There are other health considerations for female Great Danes and when to spay a Great Dane in general (and some of the same risks are relevant with neutered males). Here are some of the risks associated with early spay (prior to one year of age):

1. Hormone-Responsive Urinary Incontinence

Urinary incontinence is a somewhat common health concern for female dogs that were spayed at a young age.

This can mean that they leak urine when they rest or sleep.

There are medications to treat this, and it is generally harmless (just messy).

2. Weight Gain

Another consideration is your dog gaining weight. It is not uncommon for your dog to put on a few pounds after being spayed. The main reason for this weight uptick is due to a decrease their metabolism.

To avoid this weight increase, it is important to keep up with a healthy diet and moderate exercise for your dog even after they have been spayed.

After spay or neuter, sometimes the energy level of your dog can slow, which makes it more difficult to keep the weight off. It is very important that you monitor food intake and activity levels, as excess weight can shorten lifespan by as much as 2 years.

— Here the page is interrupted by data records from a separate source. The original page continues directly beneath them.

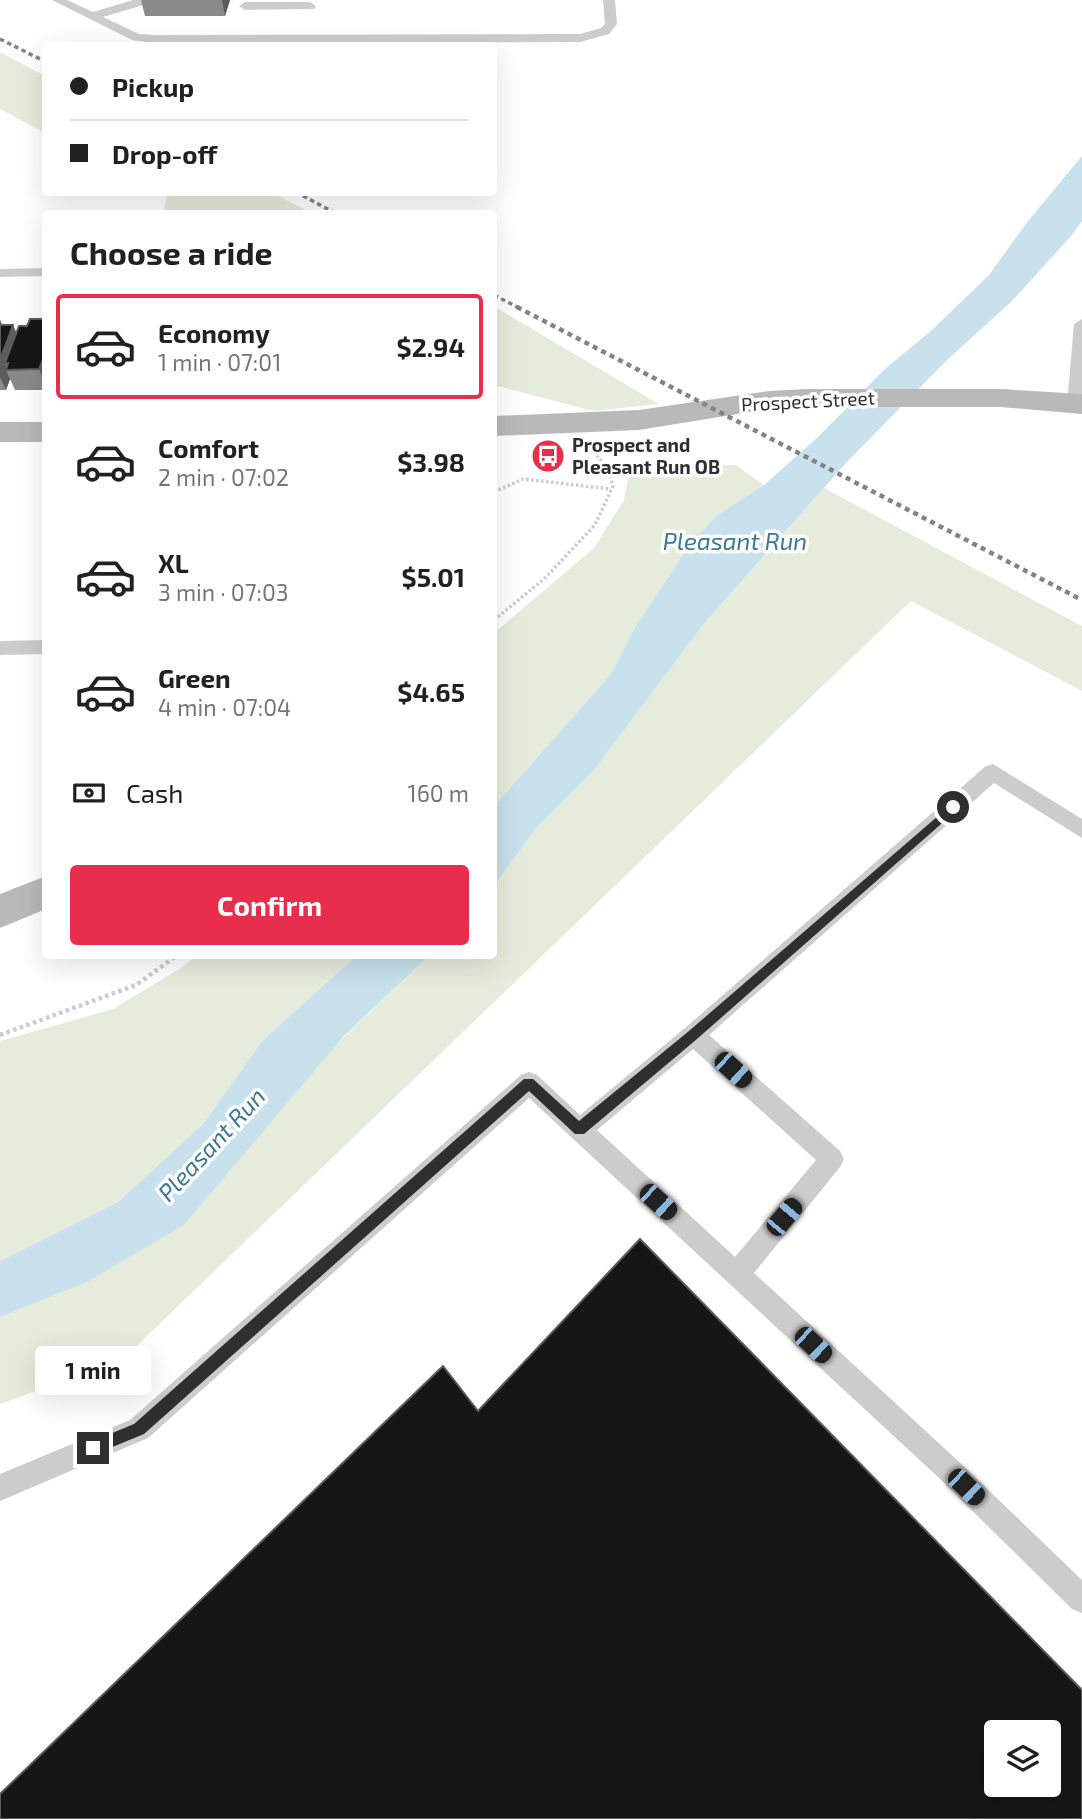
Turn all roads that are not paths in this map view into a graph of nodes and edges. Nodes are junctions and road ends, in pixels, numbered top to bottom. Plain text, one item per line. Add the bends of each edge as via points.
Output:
1 (58, 0) edge
2 (610, 0) edge
3 (150, 2) dead end
4 (245, 6) dead end
5 (93, 16) junction
6 (308, 18) edge
7 (0, 272) edge
8 (42, 272) edge
9 (1082, 324) edge
10 (1078, 404) edge
11 (497, 426) edge
12 (0, 432) edge
13 (42, 432) edge
14 (42, 647) edge
15 (0, 648) edge
16 (1082, 831) edge
17 (42, 894) edge
18 (0, 911) edge
19 (693, 1035) junction
20 (579, 1130) junction
21 (737, 1274) junction
22 (0, 1488) edge
23 (1082, 1599) edge

1 - 5 lane
2 - 6 lane via 611,23 605,31 580,38
3 - 5 lane
4 - 6 lane
5 - 6 lane via 136,37 154,39
7 - 8 lane
9 - 10 lane
10 - 11 main road, Prospect Street via 807,398 639,420
12 - 13 main road
14 - 15 lane
16 - 19 lane via 993,772
17 - 18 main road
19 - 20 lane
19 - 21 lane via 832,1159
20 - 21 lane
20 - 22 lane via 529,1083 139,1429
21 - 23 lane

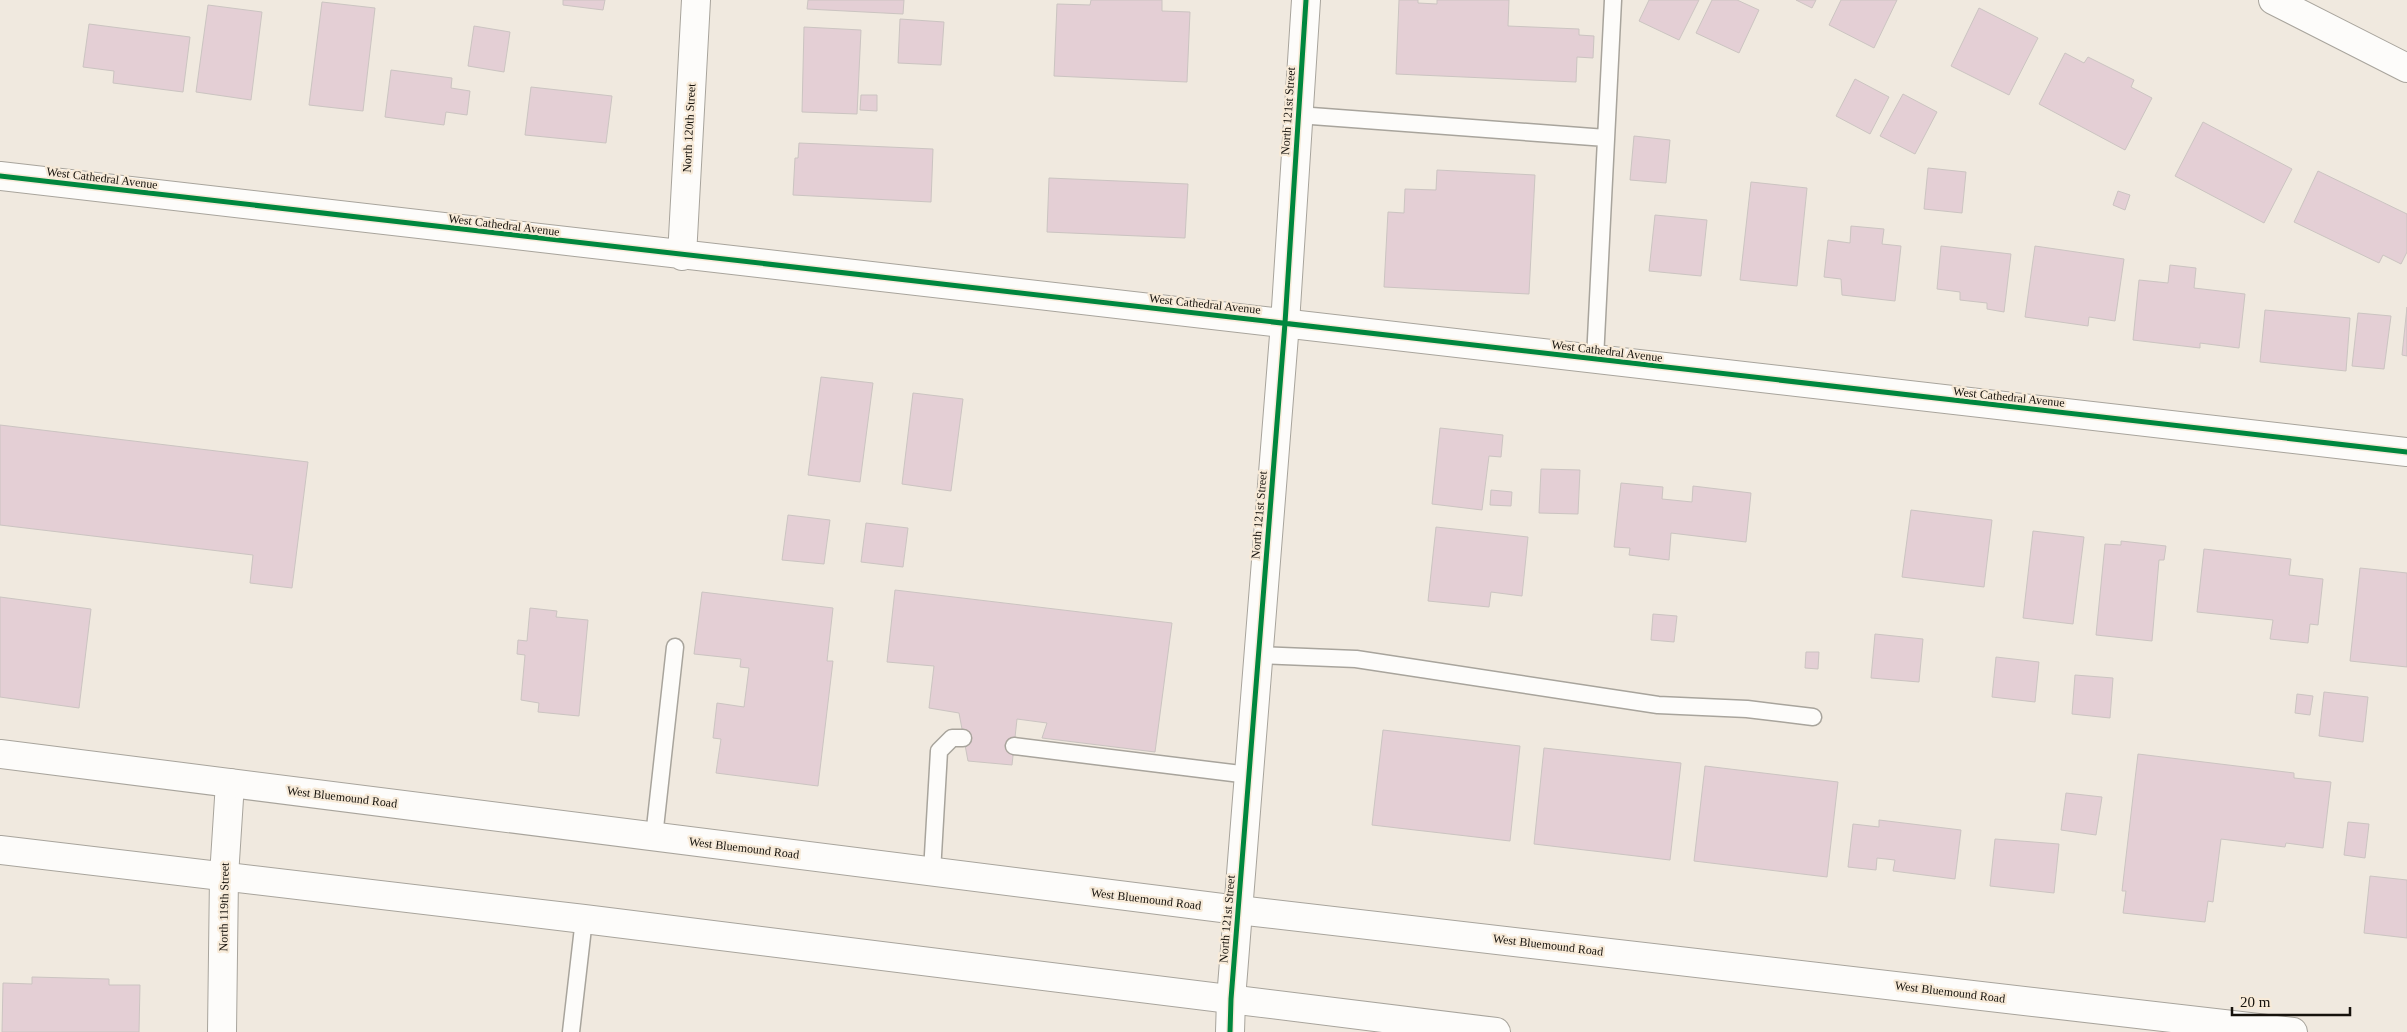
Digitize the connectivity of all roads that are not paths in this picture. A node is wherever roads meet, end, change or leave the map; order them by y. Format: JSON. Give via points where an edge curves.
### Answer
{"nodes":[{"id":1,"x":696,"y":0,"type":"edge"},
{"id":2,"x":1306,"y":0,"type":"edge"},
{"id":3,"x":1613,"y":0,"type":"edge"},
{"id":4,"x":2273,"y":0,"type":"edge"},
{"id":5,"x":2407,"y":68,"type":"edge"},
{"id":6,"x":1298,"y":115,"type":"junction"},
{"id":7,"x":1606,"y":138,"type":"junction"},
{"id":8,"x":0,"y":176,"type":"edge"},
{"id":9,"x":682,"y":256,"type":"junction"},
{"id":10,"x":1284,"y":323,"type":"junction"},
{"id":11,"x":1595,"y":359,"type":"junction"},
{"id":12,"x":2407,"y":452,"type":"edge"},
{"id":13,"x":675,"y":648,"type":"dead end"},
{"id":14,"x":1258,"y":655,"type":"junction"},
{"id":15,"x":1813,"y":717,"type":"dead end"},
{"id":16,"x":964,"y":738,"type":"dead end"},
{"id":17,"x":1014,"y":746,"type":"dead end"},
{"id":18,"x":0,"y":754,"type":"edge"},
{"id":19,"x":1249,"y":775,"type":"junction"},
{"id":20,"x":230,"y":783,"type":"junction"},
{"id":21,"x":654,"y":837,"type":"junction"},
{"id":22,"x":0,"y":850,"type":"edge"},
{"id":23,"x":932,"y":872,"type":"junction"},
{"id":24,"x":224,"y":876,"type":"junction"},
{"id":25,"x":1238,"y":910,"type":"junction"},
{"id":26,"x":584,"y":919,"type":"junction"},
{"id":27,"x":1231,"y":999,"type":"junction"},
{"id":28,"x":222,"y":1032,"type":"edge"},
{"id":29,"x":571,"y":1032,"type":"edge"},
{"id":30,"x":1230,"y":1032,"type":"edge"},
{"id":31,"x":1496,"y":1032,"type":"edge"},
{"id":32,"x":2292,"y":1032,"type":"edge"}],
"edges":[{"from":1,"to":9,"type":"street","name":"North 120th Street"},
{"from":2,"to":6,"type":"street","name":"North 121st Street"},
{"from":3,"to":7,"type":"lane"},
{"from":4,"to":5,"type":"street"},
{"from":6,"to":7,"type":"lane"},
{"from":6,"to":10,"type":"street","name":"North 121st Street"},
{"from":7,"to":11,"type":"lane"},
{"from":8,"to":9,"type":"street","name":"West Cathedral Avenue"},
{"from":9,"to":10,"type":"street","name":"West Cathedral Avenue"},
{"from":10,"to":11,"type":"street","name":"West Cathedral Avenue"},
{"from":10,"to":14,"type":"street","name":"North 121st Street"},
{"from":11,"to":12,"type":"street","name":"West Cathedral Avenue"},
{"from":13,"to":21,"type":"lane"},
{"from":14,"to":15,"type":"lane","via":[[1356,659],[1658,705],[1747,709]]},
{"from":14,"to":19,"type":"street","name":"North 121st Street"},
{"from":16,"to":23,"type":"lane","via":[[952,738],[939,751]]},
{"from":17,"to":19,"type":"lane"},
{"from":18,"to":20,"type":"street","name":"West Bluemound Road"},
{"from":19,"to":25,"type":"street","name":"North 121st Street"},
{"from":20,"to":21,"type":"street","name":"West Bluemound Road"},
{"from":20,"to":24,"type":"street","name":"North 119th Street"},
{"from":21,"to":23,"type":"street","name":"West Bluemound Road"},
{"from":22,"to":24,"type":"street"},
{"from":23,"to":25,"type":"street","name":"West Bluemound Road"},
{"from":24,"to":26,"type":"street"},
{"from":24,"to":28,"type":"street","name":"North 119th Street"},
{"from":25,"to":27,"type":"street","name":"North 121st Street"},
{"from":25,"to":32,"type":"street","name":"West Bluemound Road"},
{"from":26,"to":27,"type":"street"},
{"from":26,"to":29,"type":"lane"},
{"from":27,"to":30,"type":"street","name":"North 121st Street"},
{"from":27,"to":31,"type":"street"}]}
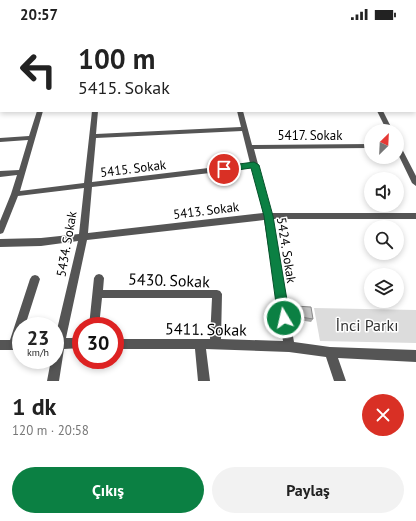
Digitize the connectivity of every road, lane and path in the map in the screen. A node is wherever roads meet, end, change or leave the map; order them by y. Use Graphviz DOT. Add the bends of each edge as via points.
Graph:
graph roads {
  1 [pos="40,112"];
  2 [pos="95,112"];
  3 [pos="240,112"];
  4 [pos="380,112"];
  5 [pos="386,124"];
  6 [pos="245,129"];
  7 [pos="93,136"];
  8 [pos="32,138"];
  9 [pos="0,140"];
  10 [pos="364,146"];
  11 [pos="250,147"];
  12 [pos="404,160"];
  13 [pos="254,165"];
  14 [pos="21,172"];
  15 [pos="0,174"];
  16 [pos="416,183"];
  17 [pos="89,186"];
  18 [pos="15,194"];
  19 [pos="268,216"];
  20 [pos="416,216"];
  21 [pos="0,231"];
  22 [pos="83,237"];
  23 [pos="0,243"];
  24 [pos="99,278"];
  25 [pos="35,279"];
  26 [pos="97,294"];
  27 [pos="25,317"];
  28 [pos="64,317"];
  29 [pos="95,317"];
  30 [pos="124,344"];
  31 [pos="215,344"];
  32 [pos="0,345"];
  33 [pos="12,345"];
  34 [pos="200,345"];
  35 [pos="288,347"];
  36 [pos="330,352"];
  37 [pos="416,356"];
  38 [pos="54,369"];
  39 [pos="53,381"];
  40 [pos="204,381"];
  41 [pos="340,381"];
  1 -- 8 [label="street"];
  2 -- 7 [label="street, 5434. Sokak"];
  3 -- 6 [label="street, 5424. Sokak"];
  4 -- 5 [label="street"];
  6 -- 7 [label="street"];
  6 -- 11 [label="street, 5424. Sokak"];
  7 -- 17 [label="street, 5434. Sokak"];
  8 -- 9 [label="street"];
  8 -- 14 [label="street"];
  10 -- 11 [label="street, 5417. Sokak"];
  11 -- 13 [label="street, 5424. Sokak"];
  12 -- 16 [label="street"];
  13 -- 17 [label="street, 5415. Sokak"];
  13 -- 19 [label="street, 5424. Sokak"];
  14 -- 15 [label="street"];
  14 -- 18 [label="street"];
  17 -- 18 [label="street, 5415. Sokak"];
  17 -- 22 [label="street, 5434. Sokak"];
  18 -- 21 [label="street"];
  19 -- 20 [label="street, 5413. Sokak"];
  19 -- 22 [label="street, 5413. Sokak"];
  19 -- 35 [label="street, 5424. Sokak"];
  22 -- 23 [label="street, 5413. Sokak"];
  22 -- 28 [label="street, 5434. Sokak"];
  24 -- 26 [label="street"];
  25 -- 27 [label="street"];
  26 -- 29 [label="street"];
  26 -- 31 [label="street, 5430. Sokak" via="217,294"];
  30 -- 34 [label="street, 5411. Sokak"];
  31 -- 34 [label="street, 5411. Sokak"];
  31 -- 35 [label="street, 5411. Sokak"];
  32 -- 33 [label="street"];
  34 -- 40 [label="street"];
  35 -- 36 [label="street, 5411. Sokak"];
  36 -- 37 [label="street, 5411. Sokak"];
  36 -- 41 [label="street"];
  38 -- 39 [label="street, 5434. Sokak"];
}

There is only one person who knows your Great Dane and it’s best- and it’s you- so be sure to advocate for them whenever possible!

3. Cancer

Knowing when to spay a Great Dane is a very difficult decision. There are also some risks to keeping your dog in tact, and one of those can be certain types of cancer. Giants dogs are unfortunately more prone to certain types of cancer. One of those being mammary cancer, which is common in older female dogs that have not been spayed.

This type of cancer is almost nonexistent in dogs that have been spayed at an early age. Therefore, spaying your female dog at age 2 minimizes the risk of seeing this form of cancer significantly.

On the flip side, some studies show that osteosarcoma cancer is more common in pets that were spayed under the age of one.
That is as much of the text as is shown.